== ASSIGNMENT ==
Wherever a line of the records contains "order", copy that line.

[EXTRACTED INFORMATION — start]

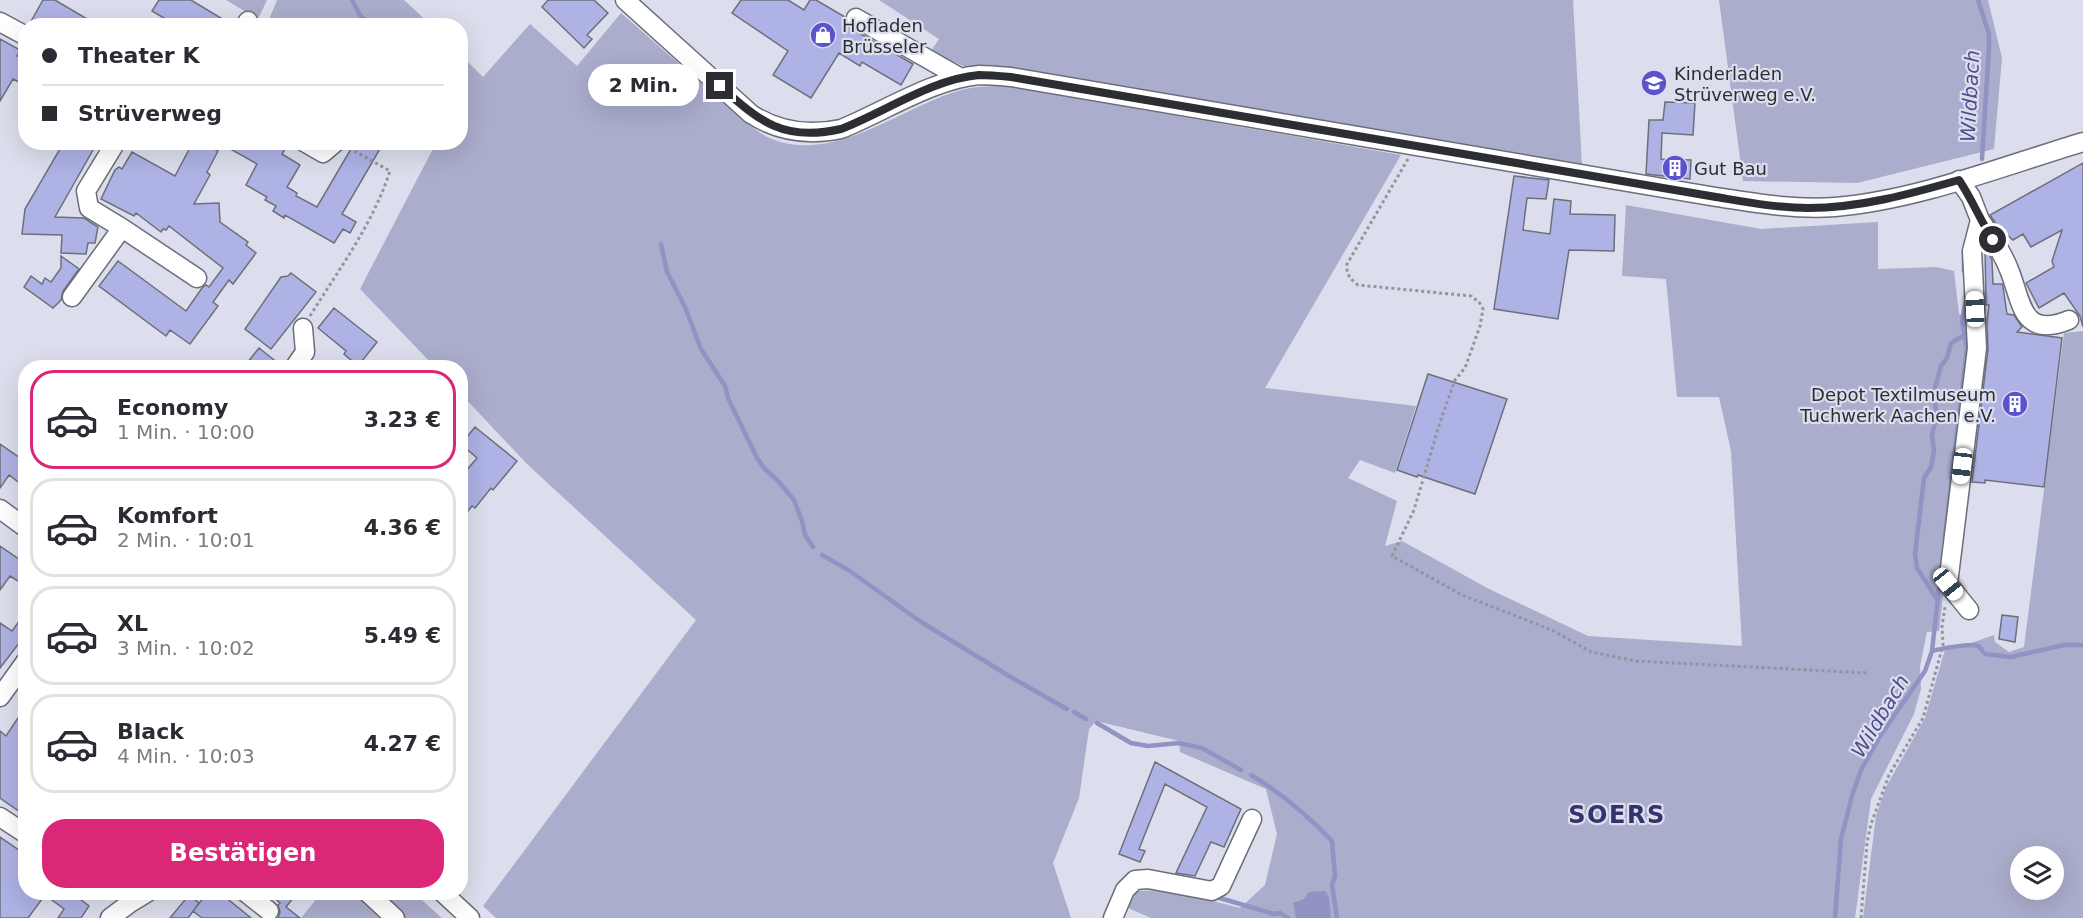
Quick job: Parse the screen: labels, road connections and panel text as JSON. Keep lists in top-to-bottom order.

[EXTRACTED INFORMATION — finish]
[EXTRACTED INFORMATION — start]

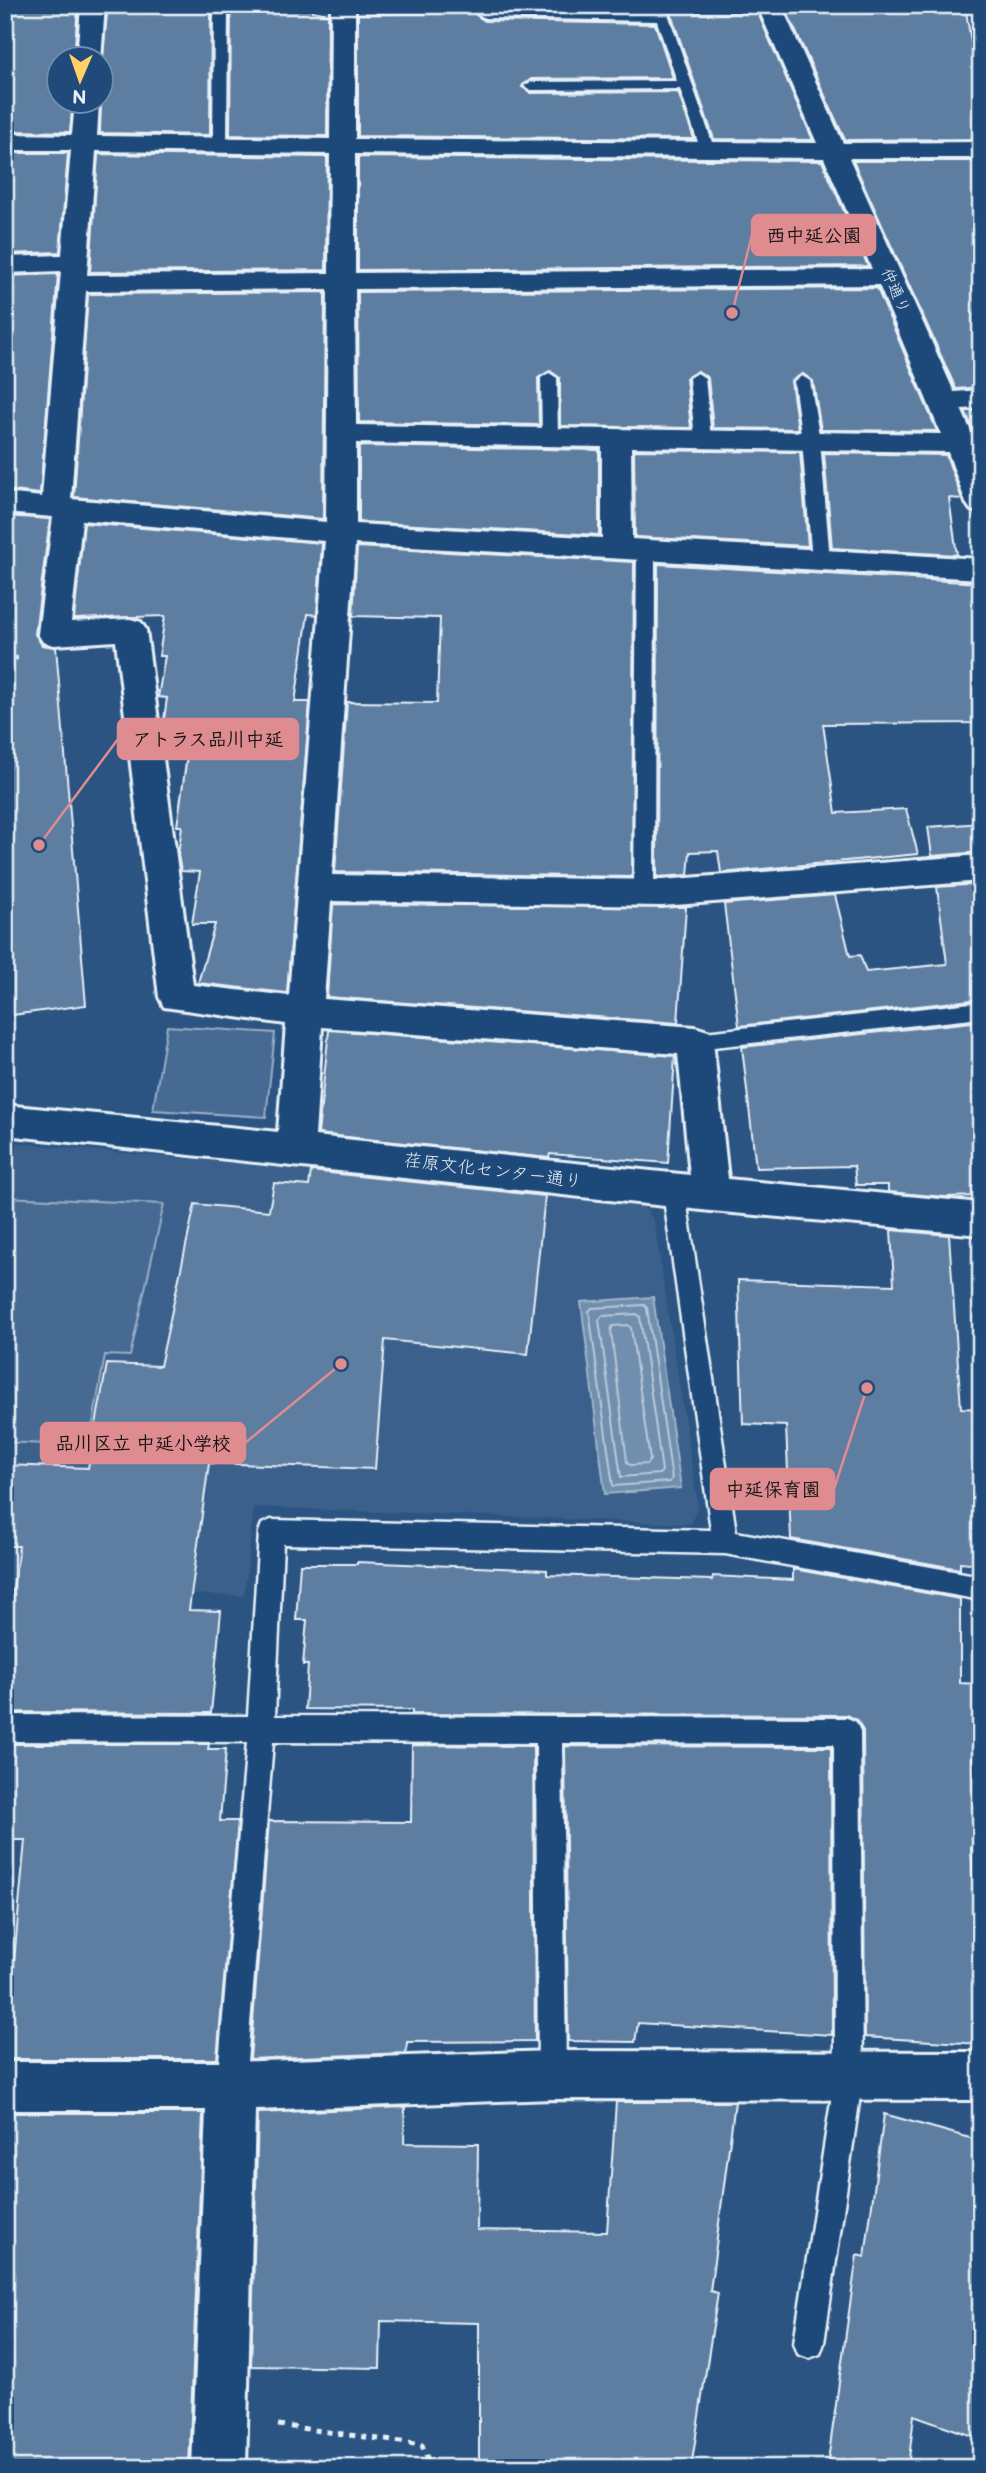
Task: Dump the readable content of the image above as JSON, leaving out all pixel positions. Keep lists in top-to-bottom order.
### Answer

[EXTRACTED INFORMATION — finish]
[EXTRACTED INFORMATION — start]

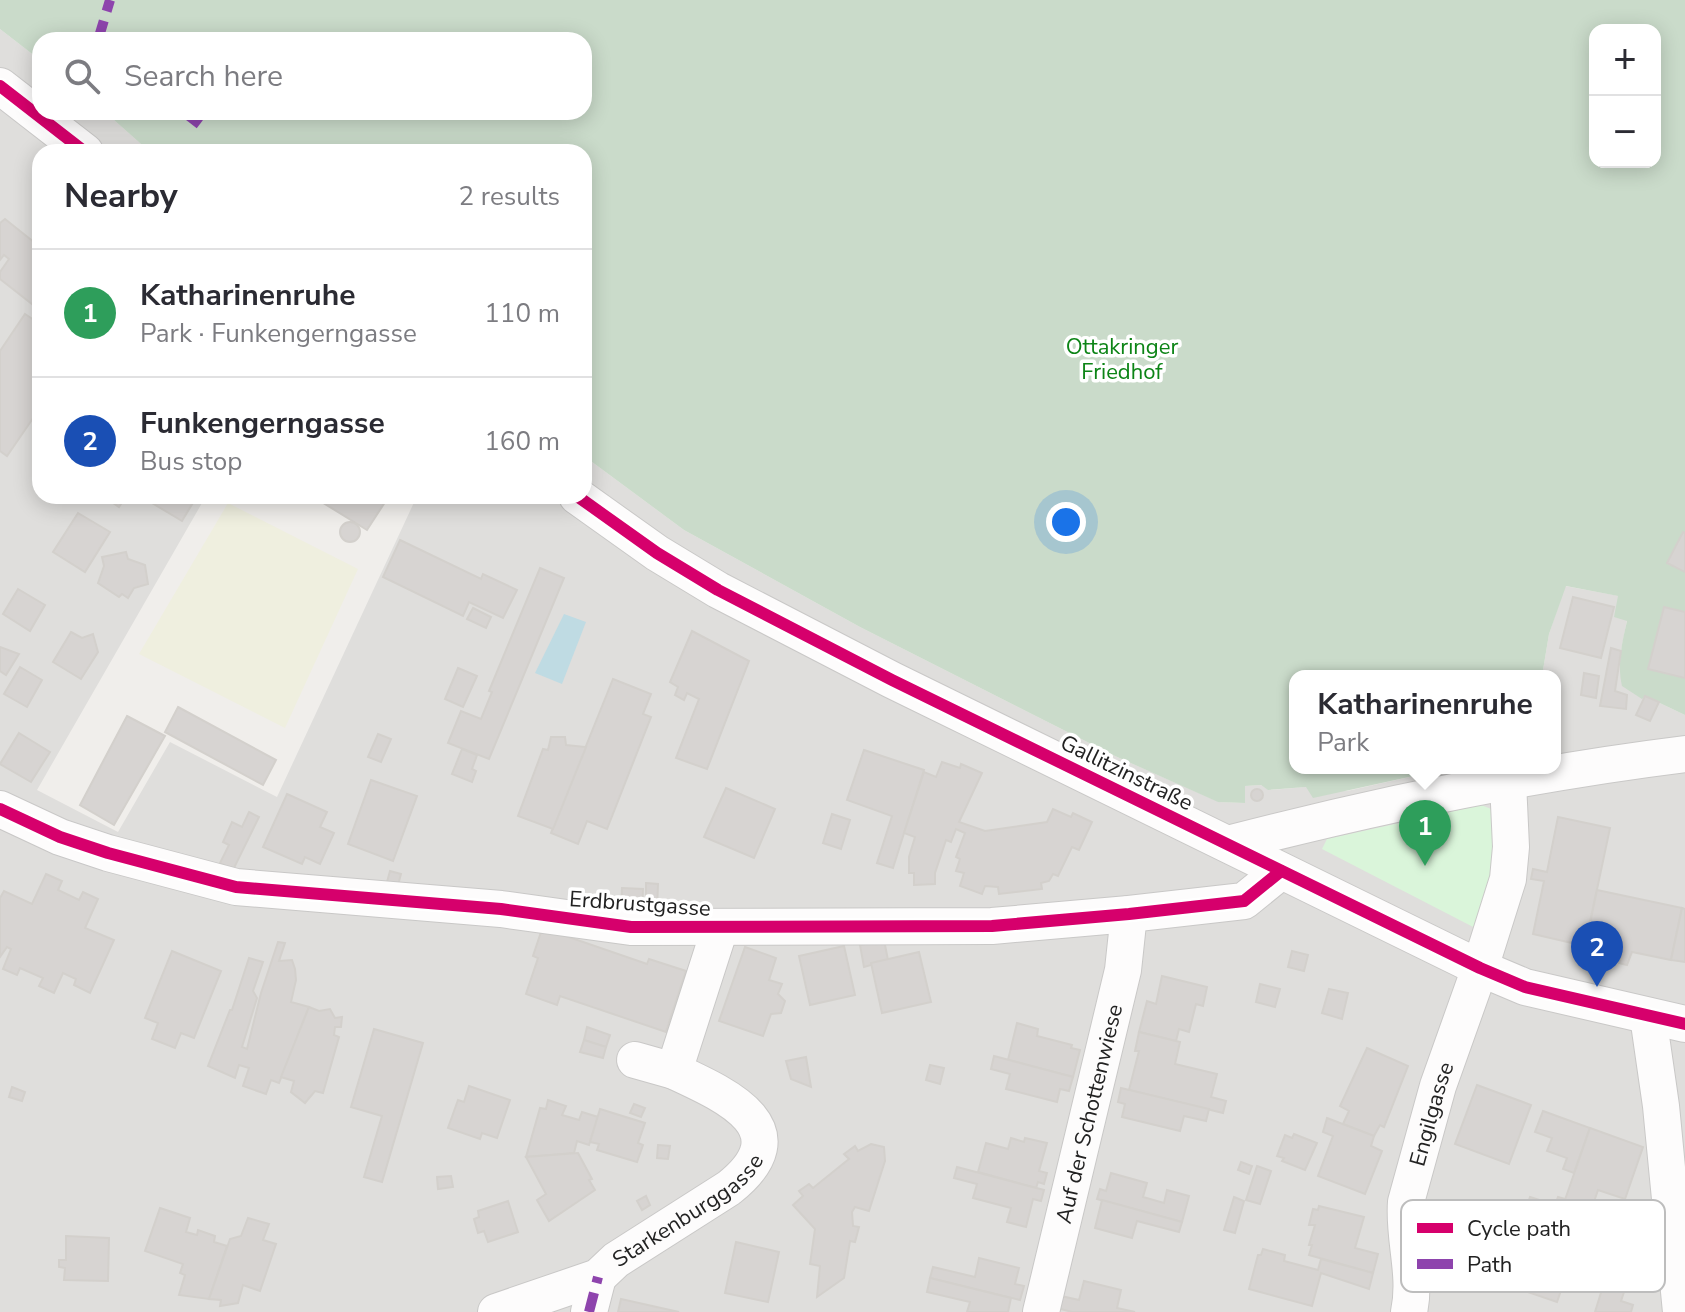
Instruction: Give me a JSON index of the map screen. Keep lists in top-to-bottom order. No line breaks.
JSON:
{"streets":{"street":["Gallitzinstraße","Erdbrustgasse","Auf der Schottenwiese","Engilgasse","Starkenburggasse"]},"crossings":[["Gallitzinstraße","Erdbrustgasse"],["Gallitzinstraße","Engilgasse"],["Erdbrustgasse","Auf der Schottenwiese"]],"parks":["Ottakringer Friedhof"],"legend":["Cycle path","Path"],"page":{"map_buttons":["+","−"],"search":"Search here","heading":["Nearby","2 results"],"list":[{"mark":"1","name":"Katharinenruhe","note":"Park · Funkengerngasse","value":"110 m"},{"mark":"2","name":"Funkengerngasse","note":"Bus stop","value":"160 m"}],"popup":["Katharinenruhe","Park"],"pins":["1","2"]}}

[EXTRACTED INFORMATION — finish]

== OUTPUT OF THE EXERCISE ==
Quick job: Parse the screen: labels, road connections and panel text as JSON. Keep lists in top-to-bottom order.
Task: Dump the readable content of the image above as JSON, leaving out all pixel positions. Keep lists in top-to-bottom order.
Instruction: Give me a JSON index of the map screen. Keep lists in top-to-bottom order. No line breaks.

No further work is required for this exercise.